2). Develop one surface modifier for cost effectively producing ASTRI cathode material breaking the bottle neck of the current commercial cathode material such as volumetric energy density for the future Li-ion battery applications
3). Develop one ASTRI cathode material. As a result of the feasibility phase of cathode material development, the material shall be with energy capacity >200 Ahr/Kg with 2.1 gram per cc tap density; or (with tap density >2.5 g/cc on the 170 A.hr/Kg energy capacity), > 200 cycles life and with high C charge/discharge capability.
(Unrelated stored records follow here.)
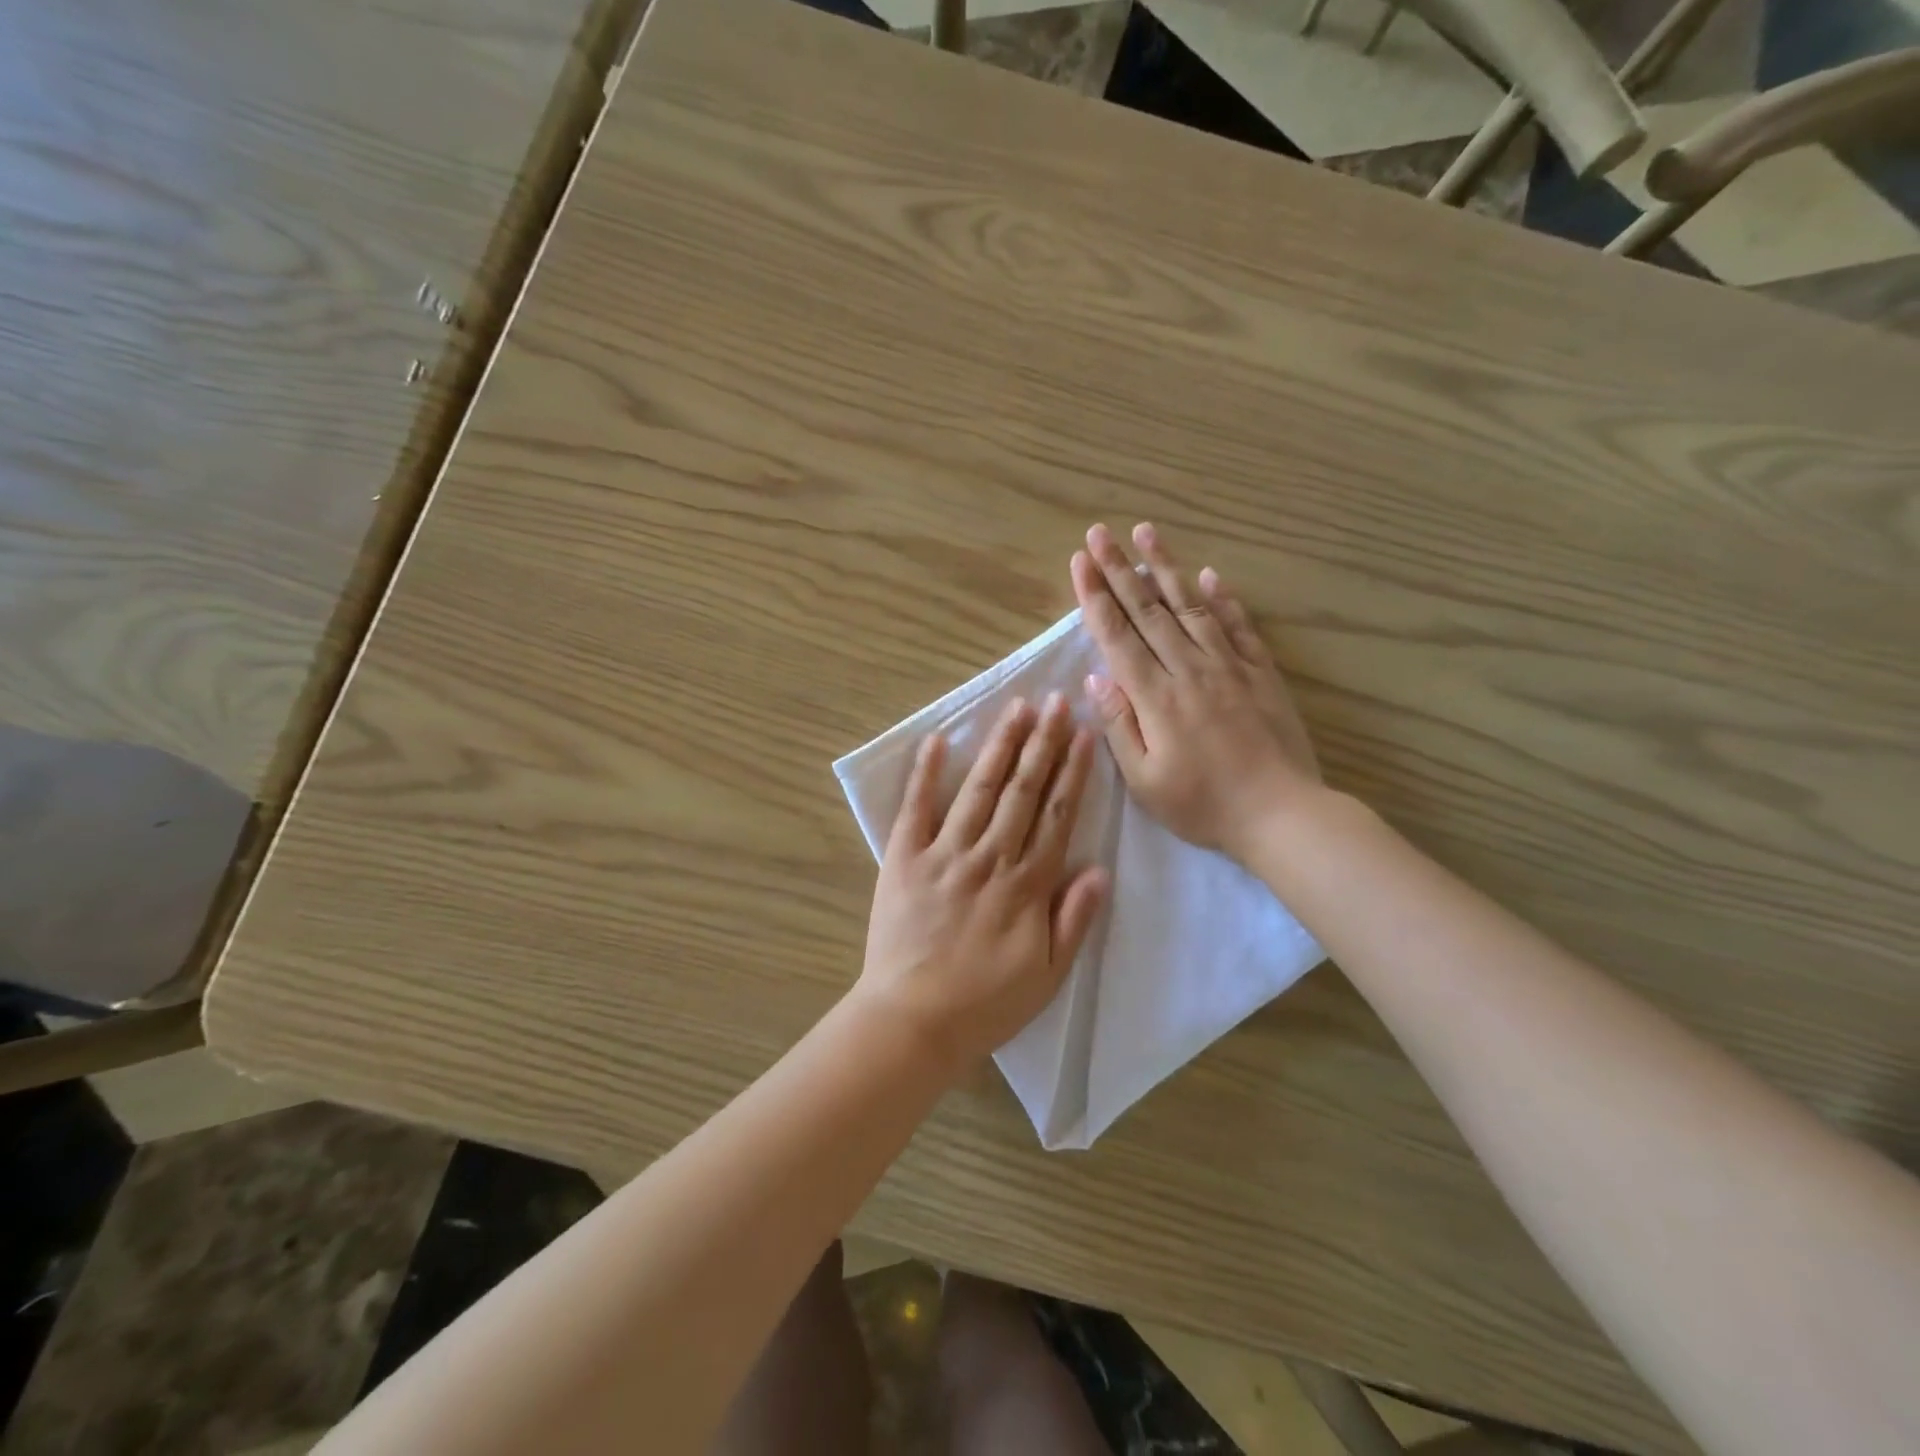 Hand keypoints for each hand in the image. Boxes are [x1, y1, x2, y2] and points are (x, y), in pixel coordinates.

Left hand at [858, 694, 1108, 1071]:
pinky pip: (916, 809)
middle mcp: (990, 857)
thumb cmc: (987, 1002)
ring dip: (999, 746)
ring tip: (1016, 708)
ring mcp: (944, 854)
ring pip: (979, 789)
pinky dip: (926, 773)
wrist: (914, 1021)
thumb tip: (1100, 868)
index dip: (1073, 772)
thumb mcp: (1049, 974)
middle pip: (1022, 790)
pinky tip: (937, 740)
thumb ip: (1075, 919)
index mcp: (1027, 884)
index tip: (1083, 734)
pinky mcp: (904, 859)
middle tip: (1056, 700)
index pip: (1056, 815)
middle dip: (1042, 742)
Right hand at [1071, 522, 1320, 860]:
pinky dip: (1222, 598)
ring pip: (1191, 606)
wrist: (1282, 814)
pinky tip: (1209, 575)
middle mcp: (1189, 669)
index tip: (1079, 561)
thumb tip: (1095, 678)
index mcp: (1155, 697)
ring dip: (1165, 567)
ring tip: (1147, 532)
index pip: (1116, 635)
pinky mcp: (1261, 673)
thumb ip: (1119, 725)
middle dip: (1119, 569)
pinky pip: (1238, 626)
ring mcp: (1229, 666)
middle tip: (1100, 531)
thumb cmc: (1203, 805)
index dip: (1094, 596)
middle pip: (1148, 610)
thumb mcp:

This full project extends a seed project effort. The seed project effort successfully designed, synthesized and characterized a composite material suitable for the next generation Lithium ion batteries. The seed project also cost-effectively produced the next generation anode material invented by HK ASTRI. During seed project execution, the produced ASTRI anode material is proven to be a high performance anode material fits right into the high energy capacity range (350~450Amphr/kg) with high C-rate & long-battery-life required by the next generation applications. The Li ion battery manufacturers can easily use this anode material with their existing facility, fabrication process, and electrolytes. The proposed full project will focus on the following endeavors: (1) Devote effort to up-scale the cost effective potential mass production process from 150g (seed project achieved) lot size to 15-25 Kg for the anode material. This effort will lunch ASTRI anode material to become commercially valuable product with industrially viable production process ready to be transferred. (2) Development effort in extending the material synthesis technology to cost effectively produces known (or new) high performance cathode materials. The produced cathode materials will be a composite that consist of homogeneously uniform nano-meter-size primary particles. (3) To verify the produced cathode materials are high performance cathode materials for the next generation LIB after using ASTRI anode material. ASTRI would be benefited via the technology transfer, IP licensing and royalty with Li ion battery manufacturers of PRC and HK (manufacturing >37% world LIB for handset).